2019-2020 UNE ANNEE DE REFORME : une série d’injonctions contradictoires

 

 

PREMIERE DIFFICULTE : LE RENOUVELEMENT DU PROGRAMME DE SECONDE ET DE PREMIERE EN MEME TEMPS, ET LA CREATION DE LA SPECIALITE HLP : DES COLLEGUES INSECURISES

 

La charge de travail imposée a été colossale. Il a fallu travailler à flux tendus.

Trois conséquences négatives :

  1. une absence de recul sur les cours, qui, à peine achevés, étaient testés avec les élèves ;
  2. moins de temps pour corriger les travaux des élèves (« pas réussi à ramasser autant de travaux écrits que les années précédentes, d’où une grande frustration et la peur de ne pas avoir suffisamment bien suivi les progrès ni bien évalué les difficultés des élèves »),
  3. un sacrifice des moments personnels et familiaux afin de pouvoir assurer un « service » de qualité auprès des élèves. (Or, cela ne devrait pas être.)

 

 

DEUXIEME DIFFICULTE : LA LOURDEUR DES NOUVEAUX PROGRAMMES IMPOSES, ET L’ABSENCE DE MOYENS SUPPLEMENTAIRES

 

On se souvient d’un temps (2006-2009) où les secondes bénéficiaient de 6h de français : le programme « d’antan » était pourtant moins « copieux » que celui de cette année.

 

La mise en œuvre des programmes a été complexifiée par :

  • le découpage insensé et austère de la poésie du MA au XVIIIe pour de jeunes générations qui ont besoin d’être stimulées par une proximité chronologique tout au moins au départ, au démarrage de la découverte d’un code poétique qui leur semble lointain au début ;
  • la multiplication des œuvres intégrales, doublées de « parcours » ;
  • l’accroissement des exercices techniques (commentaire linéaire vs commentaire « composé », essai vs dissertation, question de grammaire, contraction de texte).

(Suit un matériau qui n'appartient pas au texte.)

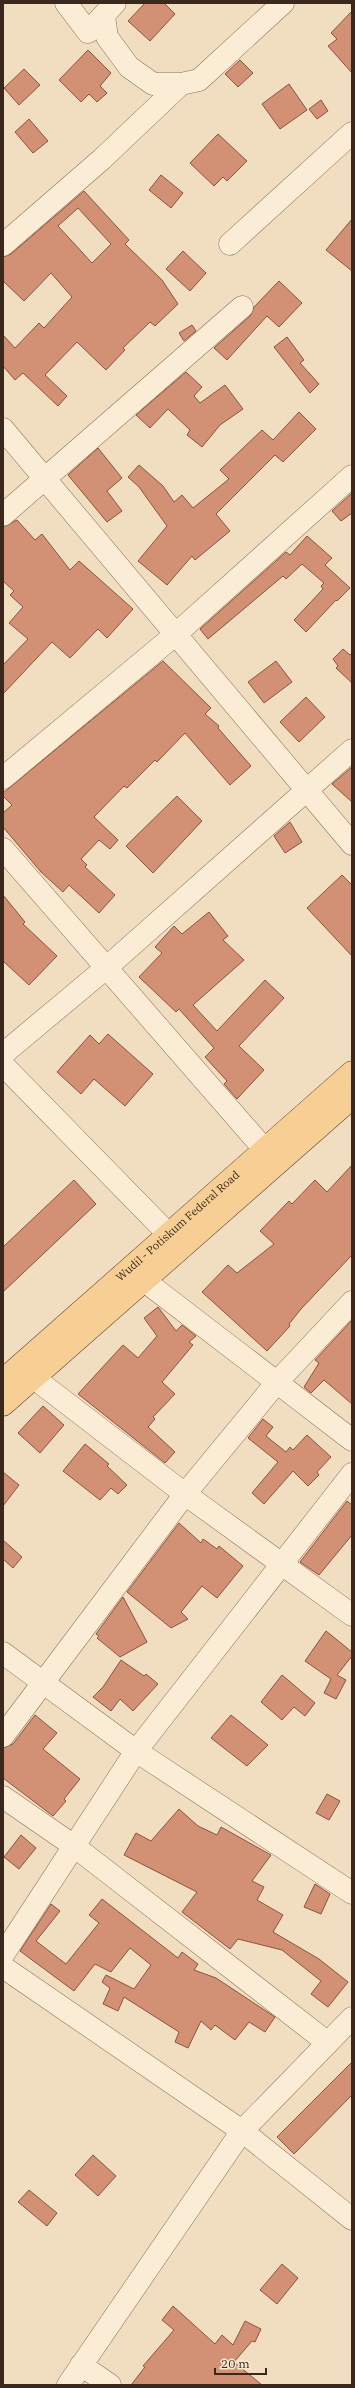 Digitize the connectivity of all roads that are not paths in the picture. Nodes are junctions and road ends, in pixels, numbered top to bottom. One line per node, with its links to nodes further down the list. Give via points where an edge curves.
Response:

Or, si l’on veut que l’enseignement des Lettres ait du sens pour les élèves, et en garde pour nous-mêmes, il faut savoir « prendre son temps », et ne pas aller « à toute vitesse » Dès lors, nous sommes pris entre deux injonctions contradictoires : terminer le programme (surtout pour les premières du fait de l’examen de fin d’année, et plus particulièrement pour les premières générales du fait de la dissertation sur œuvre)  / créer des situations pédagogiques propices au développement de l’esprit critique des élèves, et favorisant leur autonomie intellectuelle.

 

Témoignage « Contrainte-carcan en 1ère techno de trouver un texte support de la contraction-essai en lien avec l’objet d’étude littérature d’idées.

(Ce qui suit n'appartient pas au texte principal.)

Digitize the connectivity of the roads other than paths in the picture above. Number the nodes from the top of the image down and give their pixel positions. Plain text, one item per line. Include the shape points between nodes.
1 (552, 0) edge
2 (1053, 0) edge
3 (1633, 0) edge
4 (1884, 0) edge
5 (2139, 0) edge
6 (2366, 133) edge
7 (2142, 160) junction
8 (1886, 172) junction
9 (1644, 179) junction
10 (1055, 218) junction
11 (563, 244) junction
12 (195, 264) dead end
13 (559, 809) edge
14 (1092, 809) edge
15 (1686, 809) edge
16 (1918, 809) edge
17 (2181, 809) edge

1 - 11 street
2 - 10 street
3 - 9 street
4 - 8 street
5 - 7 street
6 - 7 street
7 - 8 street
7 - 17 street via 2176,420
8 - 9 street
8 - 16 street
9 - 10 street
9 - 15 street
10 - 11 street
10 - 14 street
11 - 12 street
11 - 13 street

- Point positif : le lien entre le nouveau sujet contraction/essai et les attendus des épreuves de BTS

- MAIS un sujet qui reste difficile au niveau de la gestion du temps (contraction d'un texte de 1000 mots + essai rédigé) par rapport au commentaire ou à la dissertation (4h pour un seul sujet) et au niveau de l'expression écrite (manque de vocabulaire, tendance au copier / coller pour la contraction + problème de compréhension de l'article support). Pour avoir testé la méthode de cet exercice en Seconde, les élèves qui s'en sortent le mieux sont...ceux qui vont en série générale !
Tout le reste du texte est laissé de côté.